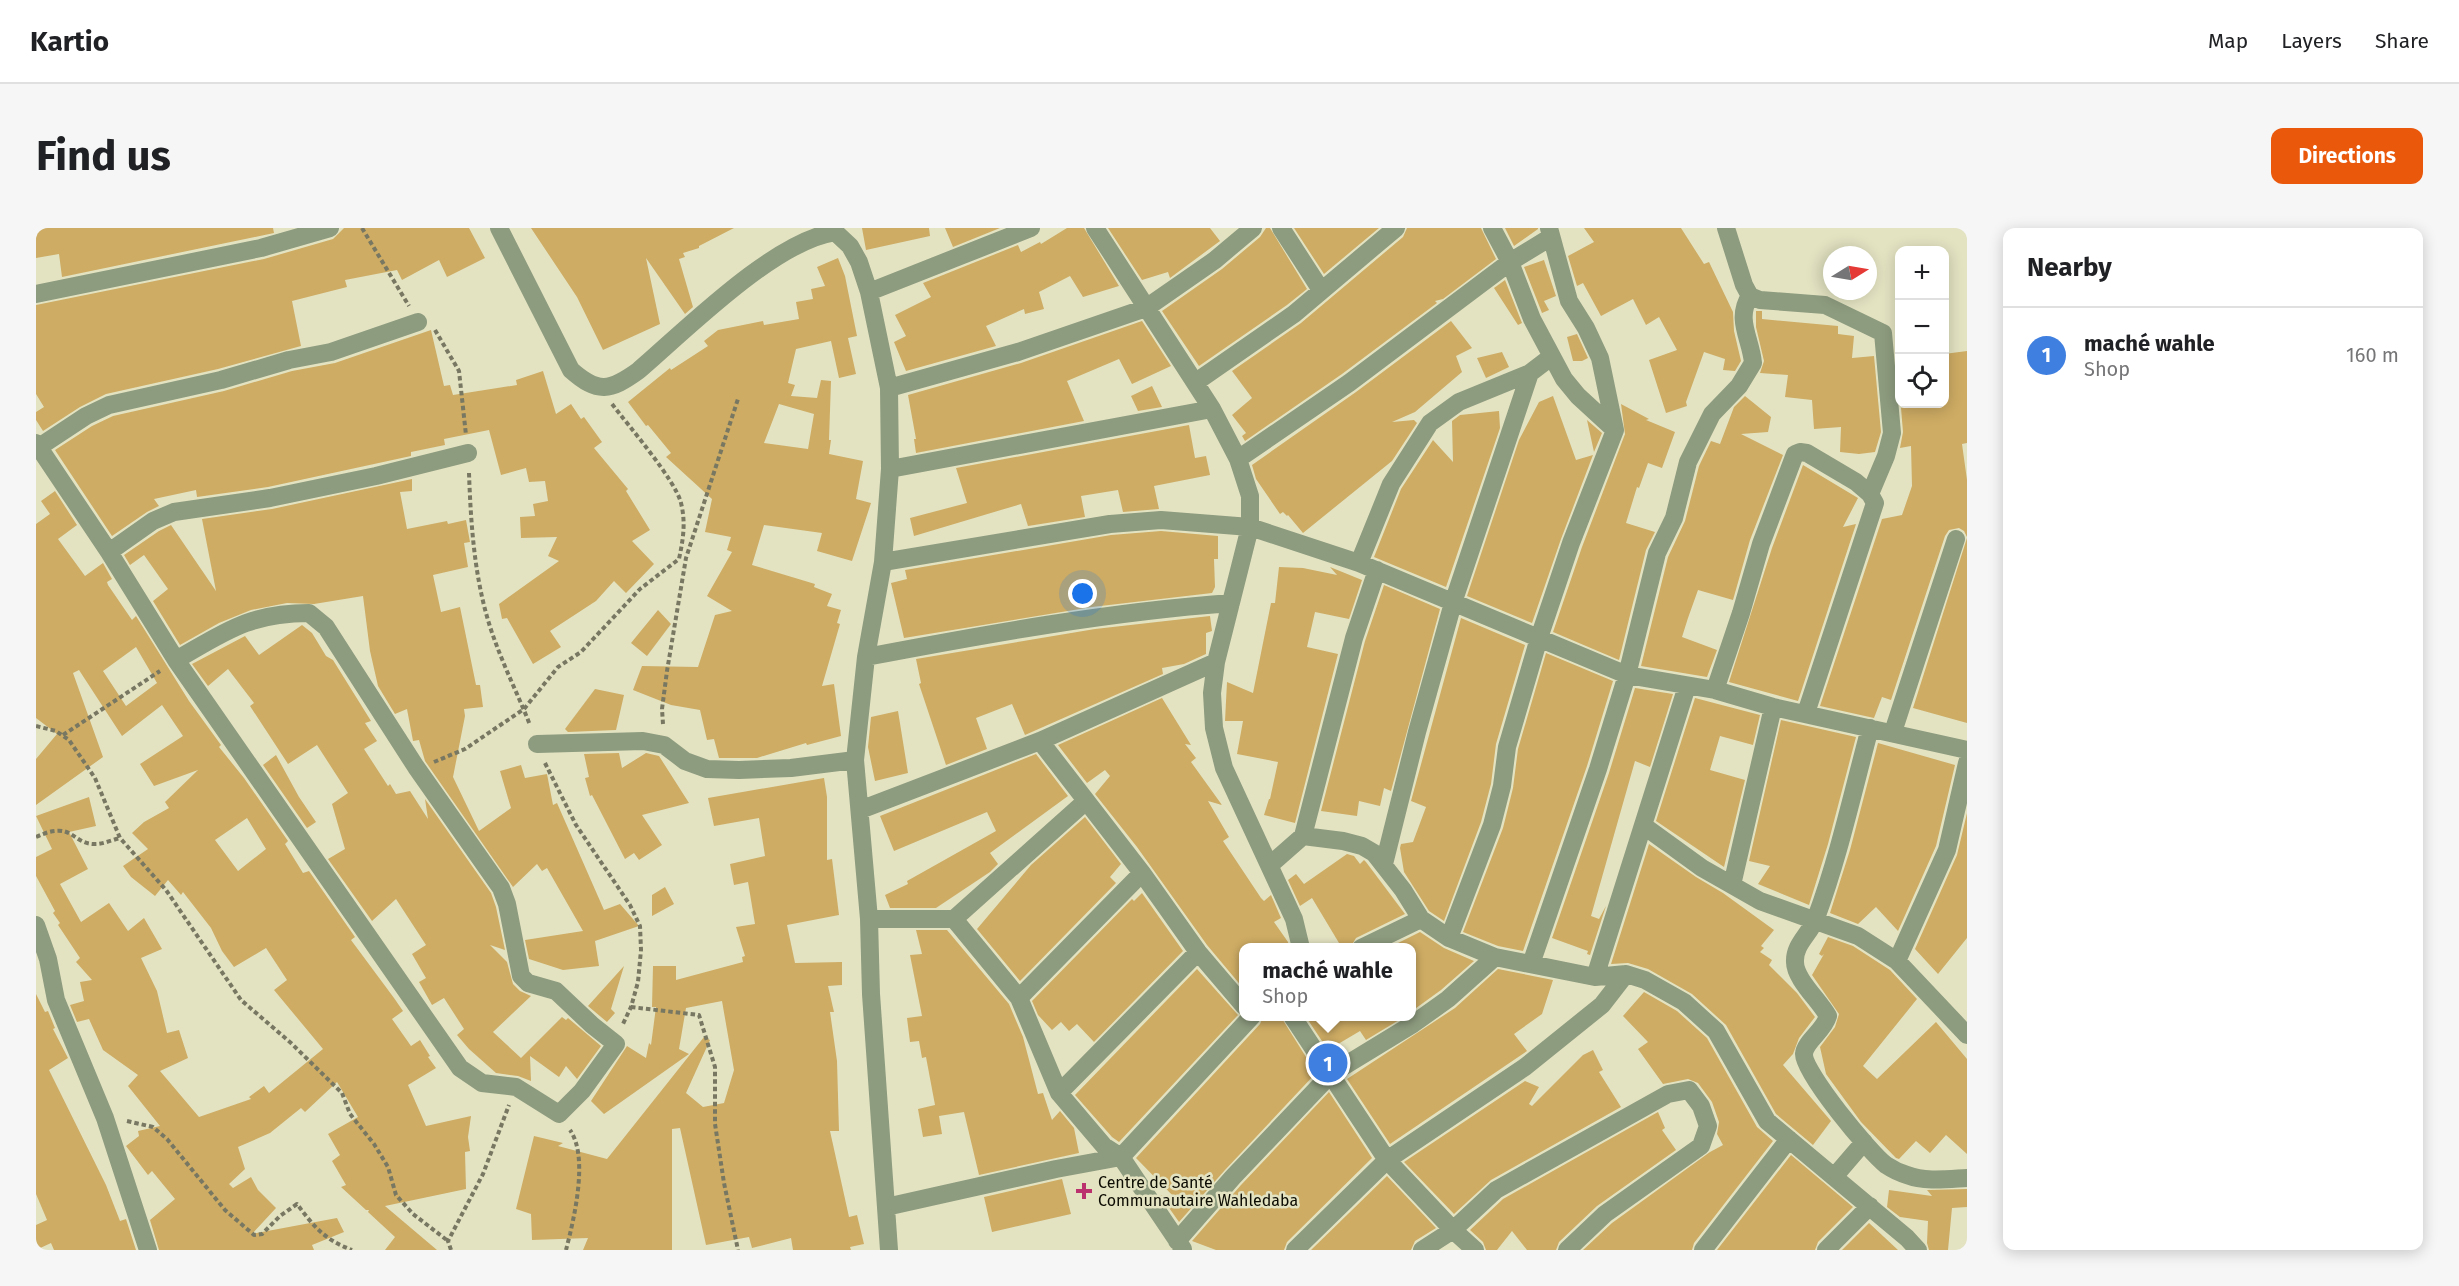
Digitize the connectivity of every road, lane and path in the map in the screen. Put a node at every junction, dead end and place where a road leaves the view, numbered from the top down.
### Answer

* * *

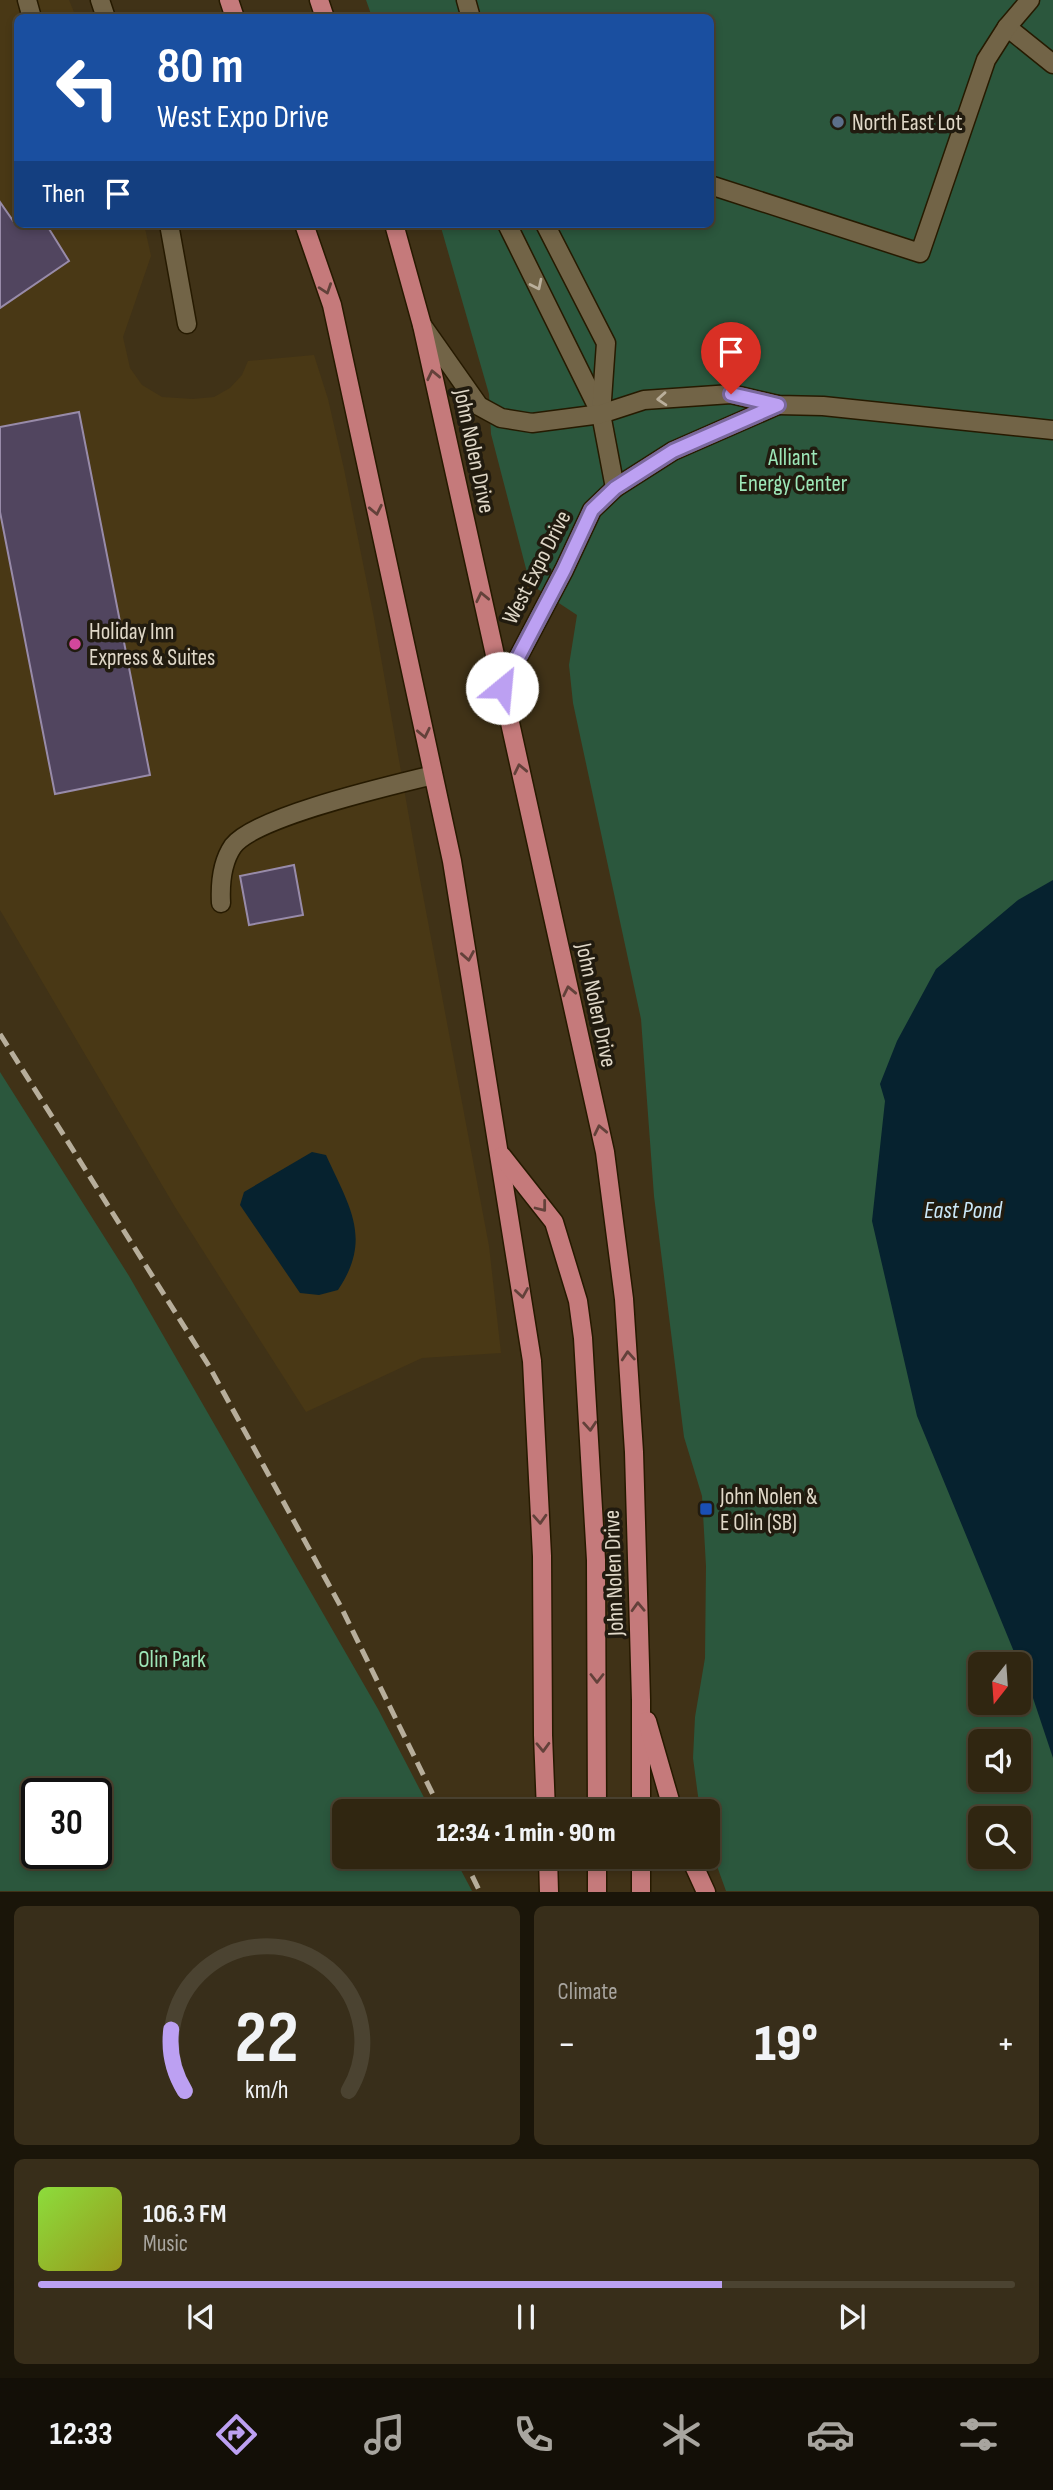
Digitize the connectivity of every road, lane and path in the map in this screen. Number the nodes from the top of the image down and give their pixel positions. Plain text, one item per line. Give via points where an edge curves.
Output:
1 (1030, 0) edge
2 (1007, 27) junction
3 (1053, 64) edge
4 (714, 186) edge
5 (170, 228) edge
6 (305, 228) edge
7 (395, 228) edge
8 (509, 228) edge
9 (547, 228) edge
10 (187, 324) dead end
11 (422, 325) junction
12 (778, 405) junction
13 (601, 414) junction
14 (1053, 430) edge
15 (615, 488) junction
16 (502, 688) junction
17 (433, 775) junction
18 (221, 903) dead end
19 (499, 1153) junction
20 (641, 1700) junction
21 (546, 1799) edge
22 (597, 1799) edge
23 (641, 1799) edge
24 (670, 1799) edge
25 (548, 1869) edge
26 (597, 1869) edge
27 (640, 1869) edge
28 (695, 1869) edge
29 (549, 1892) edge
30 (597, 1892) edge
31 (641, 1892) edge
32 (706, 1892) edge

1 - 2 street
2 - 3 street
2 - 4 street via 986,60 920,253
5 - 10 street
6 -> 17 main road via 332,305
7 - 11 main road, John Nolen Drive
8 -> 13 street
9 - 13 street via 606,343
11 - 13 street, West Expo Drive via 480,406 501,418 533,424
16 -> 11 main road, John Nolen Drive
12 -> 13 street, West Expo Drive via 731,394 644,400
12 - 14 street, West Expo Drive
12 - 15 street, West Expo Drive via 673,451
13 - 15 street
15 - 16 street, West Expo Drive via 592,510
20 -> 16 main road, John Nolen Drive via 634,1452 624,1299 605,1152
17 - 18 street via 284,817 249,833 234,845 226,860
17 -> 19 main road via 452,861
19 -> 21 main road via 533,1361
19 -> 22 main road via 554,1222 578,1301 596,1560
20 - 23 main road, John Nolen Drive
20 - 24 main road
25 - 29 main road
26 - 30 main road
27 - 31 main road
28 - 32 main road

Exercise aim -
Please copy out each line of the material that holds the string "lane".

Response to this task -
Digitize the connectivity of every road, lane and path in the map in the screen. Put a node at every junction, dead end and place where a road leaves the view, numbered from the top down.
Digitize the connectivity of every road, lane and path in the map in this screen. Number the nodes from the top of the image down and give their pixel positions. Plain text, one item per line. Give via points where an edge curves.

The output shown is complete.